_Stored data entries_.
◆ ◆ ◆ ◆ ◆

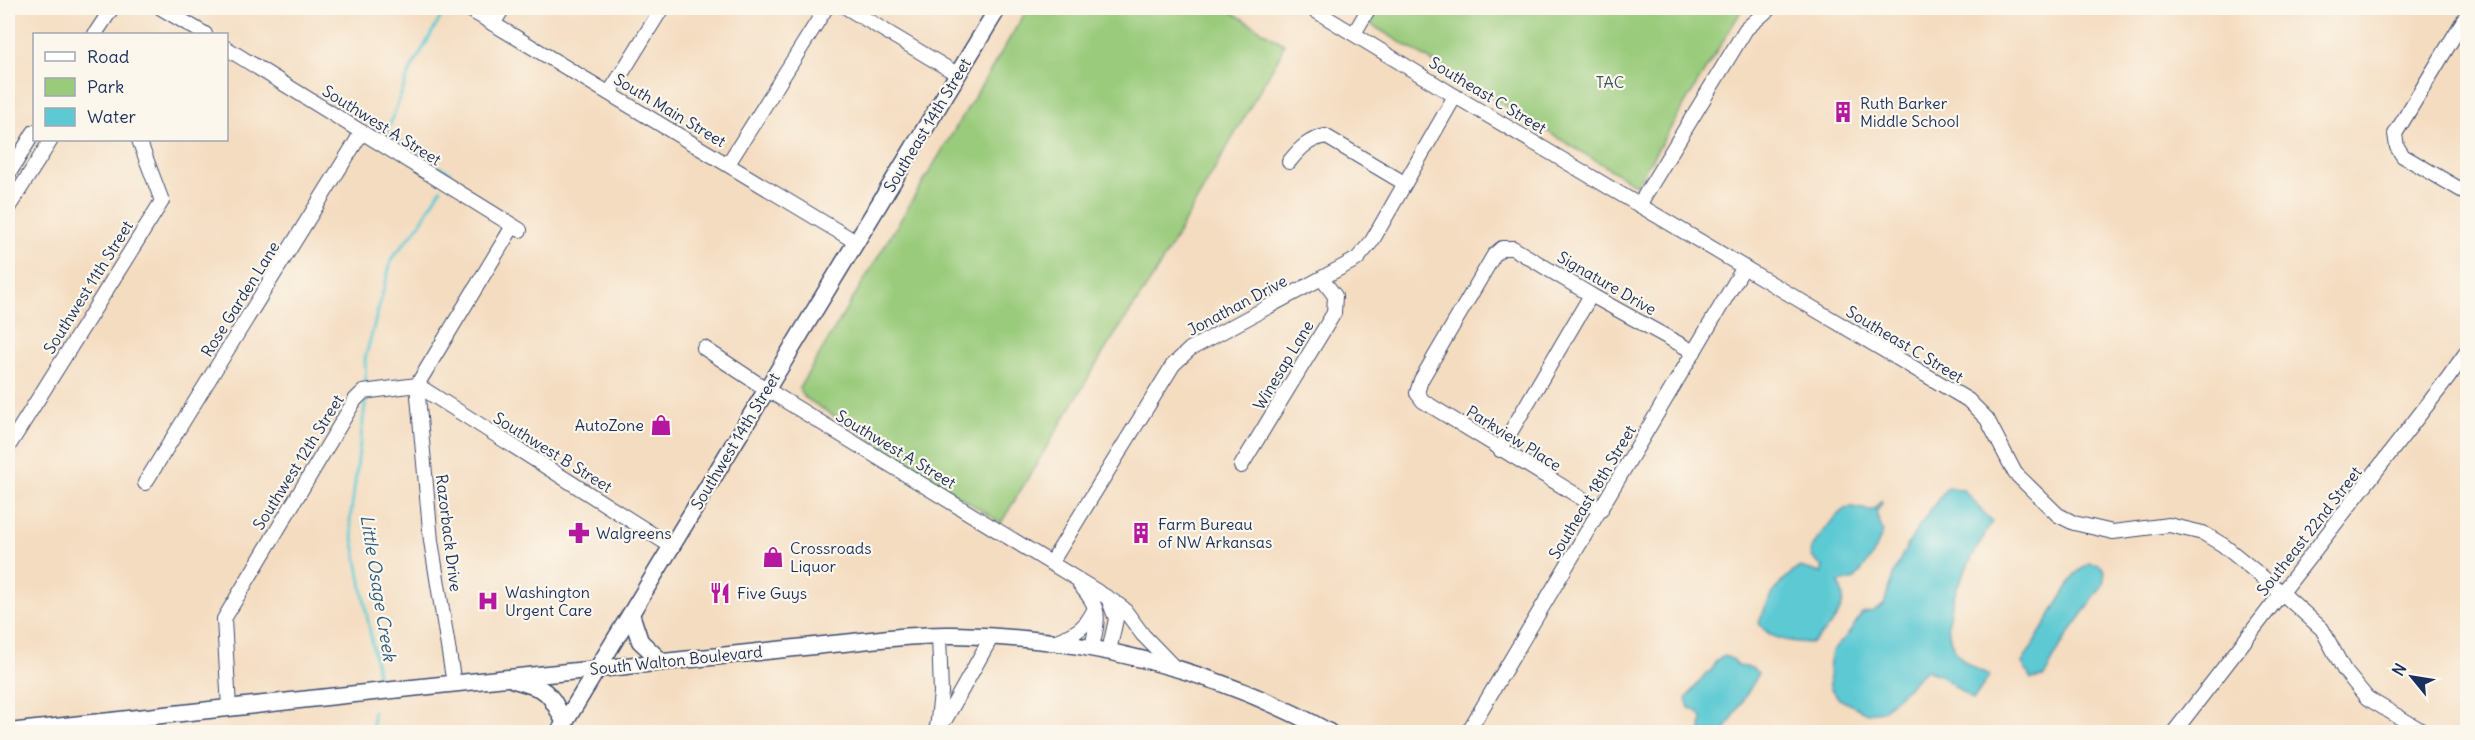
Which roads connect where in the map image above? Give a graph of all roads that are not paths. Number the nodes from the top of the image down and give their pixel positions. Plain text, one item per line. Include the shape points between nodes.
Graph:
1 (112, 8) edge
2 (161, 8) edge
3 (466, 8) edge
4 (503, 8) edge
5 (662, 8) edge
6 (826, 8) edge
7 (847, 8) edge
8 (998, 8) edge
9 (1311, 8) edge
10 (1369, 8) edge
11 (1770, 8) edge
12 (2468, 13) edge
13 (493, 24) junction
14 (1355, 32) junction
15 (96, 33) edge
16 (202, 33) edge
17 (228, 49) edge
18 (957, 74) junction
19 (610, 92) junction
20 (1455, 96) junction
21 (362, 132) junction
22 (33, 134) edge
23 (50, 141) edge
24 (139, 141) edge
25 (1289, 162) dead end
26 (728, 164) junction
27 (8, 175) edge
28 (1404, 183) junction
29 (2468, 194) edge
30 (1639, 205) junction
31 (8, 208) edge
32 (856, 242) junction
33 (1744, 267) junction
34 (1322, 279) junction
35 (1591, 295) junction
36 (704, 348) dead end
37 (2468, 350) edge
38 (1694, 352) junction
39 (417, 385) junction
40 (766, 389) junction
41 (1418, 389) joint
42 (8, 447) edge
43 (1500, 450) junction
44 (1240, 466) dead end
45 (145, 483) dead end
46 (1601, 510) junction
47 (671, 546) junction
48 (1051, 563) junction
49 (1072, 576) junction
50 (2282, 593) junction
51 (1108, 598) junction
52 (1095, 606) junction
53 (631, 614) junction
54 (939, 635) junction
55 (992, 636) junction
56 (1054, 642) junction
57 (1092, 647) junction
58 (1110, 651) junction
59 (662, 662) junction
60 (1174, 667) junction
61 (597, 669) junction
62 (507, 678) junction
63 (454, 684) junction
64 (229, 708) junction
65 (562, 728) edge
66 (935, 730) edge
67 (8, 732) edge
68 (1329, 732) edge
69 (1468, 732) edge
70 (2174, 732) edge
71 (2424, 732) edge

1 - 15 street
2 - 16 street
3 - 13 street, South Main Street
4 - 13 street
5 - 19 street
6 - 26 street
7 - 18 street
8 - 18 main road, Southeast 14th Street
9 - 14 street, Southeast C Street
10 - 14 street
11 - 30 street via 1746,29
12 - 29 street via 2395,134 2403,156
13 - 19 street, South Main Street
14 - 20 street, Southeast C Street
17 - 21 street, Southwest A Street
18 - 32 main road, Southeast 14th Street
19 - 26 street, South Main Street
20 - 28 street, Jonathan Drive
20 - 30 street, Southeast C Street
21 - 39 street, Southwest A Street via 516,228
21 - 45 street, Rose Garden Lane
22 - 27 street
23 - 31 street
24 - 42 street, Southwest 11th Street via 162,201
25 - 28 street via 1311,140 1325,136
26 - 32 street, South Main Street
28 - 34 street, Jonathan Drive via 1372,241 1357,259
30 - 33 street, Southeast C Street
32 - 40 main road, Southwest 14th Street
33 - 38 street, Southeast 18th Street
33 - 50 street, Southeast C Street via 1968,400 1987,419 2015,473 2058,515 2113,532 2169,525 2204,533
34 - 44 street, Winesap Lane via 1335,296 1334,313
34 - 48 street, Jonathan Drive via 1190,349 1173,365
35 - 38 street, Signature Drive
35 - 41 street, Signature Drive via 1514,248 1502,248 1494,255
35 - 43 street
36 - 40 street, Southwest A Street
37 - 50 street, Southeast 22nd Street
38 - 46 street, Southeast 18th Street
39 - 47 street, Southwest B Street
39 - 63 street, Razorback Drive via 431,541
39 - 64 street, Southwest 12th Street via 363,392 355,400 248,576 224,619
40 - 47 main road, Southwest 14th Street
40 - 48 street, Southwest A Street
41 - 43 street, Parkview Place via 1423,401
43 - 46 street, Parkview Place
46 - 69 street, Southeast 18th Street
47 - 53 main road, Southwest 14th Street
48 - 49 street, Southwest A Street
49 - 51 street, Southwest A Street
49 - 52 street, Southwest A Street
50 - 70 street, Southeast 22nd Street
50 - 71 street, Southeast C Street via 2322,629 2344,670 2367,698
51 - 58 street via 1116,619
51 - 60 street, Southwest A Street via 1123,608
52 - 56 street via 1089,622 1076,633
52 - 57 street via 1099,616
53 - 59 main road via 640,641
53 - 61 main road, Southwest 14th Street
54 - 55 main road, South Walton Boulevard
54 - 59 main road, South Walton Boulevard
54 - 66 street via 941,693
55 - 56 main road, South Walton Boulevard
55 - 66 street via 946,718
56 - 57 main road, South Walton Boulevard
57 - 58 main road, South Walton Boulevard
58 - 60 main road, South Walton Boulevard
59 - 61 main road, South Walton Boulevard
60 - 68 main road, South Walton Boulevard via 1270,702
61 - 62 main road, South Walton Boulevard
61 - 65 main road, Southwest 14th Street
62 - 63 main road, South Walton Boulevard
62 - 65 main road via 547,691
63 - 64 main road, South Walton Boulevard
64 - 67 main road, South Walton Boulevard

◆ ◆ ◆ ◆ ◆

State the number of lines in these entries where the word "Jonathan" occurs, without any other words.

3